Write out all the data again, exactly.

• Stored data:
###

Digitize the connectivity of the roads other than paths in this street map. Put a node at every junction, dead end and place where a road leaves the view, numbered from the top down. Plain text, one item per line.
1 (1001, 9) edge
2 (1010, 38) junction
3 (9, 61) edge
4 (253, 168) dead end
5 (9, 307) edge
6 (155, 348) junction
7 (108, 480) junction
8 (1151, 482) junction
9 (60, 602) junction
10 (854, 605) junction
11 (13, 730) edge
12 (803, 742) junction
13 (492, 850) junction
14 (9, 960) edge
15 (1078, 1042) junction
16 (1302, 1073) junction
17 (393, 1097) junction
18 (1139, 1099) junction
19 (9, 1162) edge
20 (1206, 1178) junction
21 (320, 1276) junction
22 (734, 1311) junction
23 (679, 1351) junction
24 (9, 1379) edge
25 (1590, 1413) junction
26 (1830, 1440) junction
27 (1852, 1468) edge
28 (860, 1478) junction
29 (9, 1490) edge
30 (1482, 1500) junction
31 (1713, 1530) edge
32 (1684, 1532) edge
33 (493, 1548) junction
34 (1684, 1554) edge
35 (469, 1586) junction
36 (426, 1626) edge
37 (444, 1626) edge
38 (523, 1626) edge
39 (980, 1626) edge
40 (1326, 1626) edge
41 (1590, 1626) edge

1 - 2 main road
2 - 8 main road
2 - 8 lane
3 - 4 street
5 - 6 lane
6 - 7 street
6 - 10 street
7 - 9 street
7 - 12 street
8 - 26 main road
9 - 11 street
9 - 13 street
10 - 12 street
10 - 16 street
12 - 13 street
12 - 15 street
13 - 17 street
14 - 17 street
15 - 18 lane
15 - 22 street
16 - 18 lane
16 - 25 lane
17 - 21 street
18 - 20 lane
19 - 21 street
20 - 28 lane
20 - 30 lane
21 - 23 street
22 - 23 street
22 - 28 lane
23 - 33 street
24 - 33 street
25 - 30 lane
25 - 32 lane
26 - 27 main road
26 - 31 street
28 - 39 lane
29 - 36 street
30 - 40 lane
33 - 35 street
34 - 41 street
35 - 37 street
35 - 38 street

###

• Exercise output:
Digitize the connectivity of the roads other than paths in this street map. Put a node at every junction, dead end and place where a road leaves the view, numbered from the top down. Plain text, one item per line.
1 (1001, 9) edge
2 (1010, 38) junction
3 (9, 61) edge
4 (253, 168) dead end
5 (9, 307) edge
6 (155, 348) junction
7 (108, 480) junction
8 (1151, 482) junction
9 (60, 602) junction
10 (854, 605) junction
11 (13, 730) edge
12 (803, 742) junction
13 (492, 850) junction
14 (9, 960) edge
15 (1078, 1042) junction
16 (1302, 1073) junction
17 (393, 1097) junction
18 (1139, 1099) junction
19 (9, 1162) edge
20 (1206, 1178) junction
21 (320, 1276) junction
22 (734, 1311) junction
23 (679, 1351) junction
24 (9, 1379) edge
25 (1590, 1413) junction
26 (1830, 1440) junction
27 (1852, 1468) edge
28 (860, 1478) junction
29 (9, 1490) edge
30 (1482, 1500) junction
31 (1713, 1530) edge
32 (1684, 1532) edge
33 (493, 1548) junction
34 (1684, 1554) edge
35 (469, 1586) junction
36 (426, 1626) edge
37 (444, 1626) edge
38 (523, 1626) edge
39 (980, 1626) edge
40 (1326, 1626) edge
41 (1590, 1626) edge

1 - 2 main road
2 - 8 main road
2 - 8 lane
3 - 4 street
5 - 6 lane
6 - 7 street
6 - 10 street
7 - 9 street
7 - 12 street
8 - 26 main road
9 - 11 street
9 - 13 street
10 - 12 street
10 - 16 street
12 - 13 street
12 - 15 street
13 - 17 street
14 - 17 street
15 - 18 lane
15 - 22 street
16 - 18 lane
16 - 25 lane
17 - 21 street
18 - 20 lane
19 - 21 street
20 - 28 lane
20 - 30 lane
21 - 23 street
22 - 23 street
22 - 28 lane
23 - 33 street
24 - 33 street
25 - 30 lane
25 - 32 lane
26 - 27 main road
26 - 31 street
28 - 39 lane
29 - 36 street
30 - 40 lane
33 - 35 street
34 - 41 street
35 - 37 street
35 - 38 street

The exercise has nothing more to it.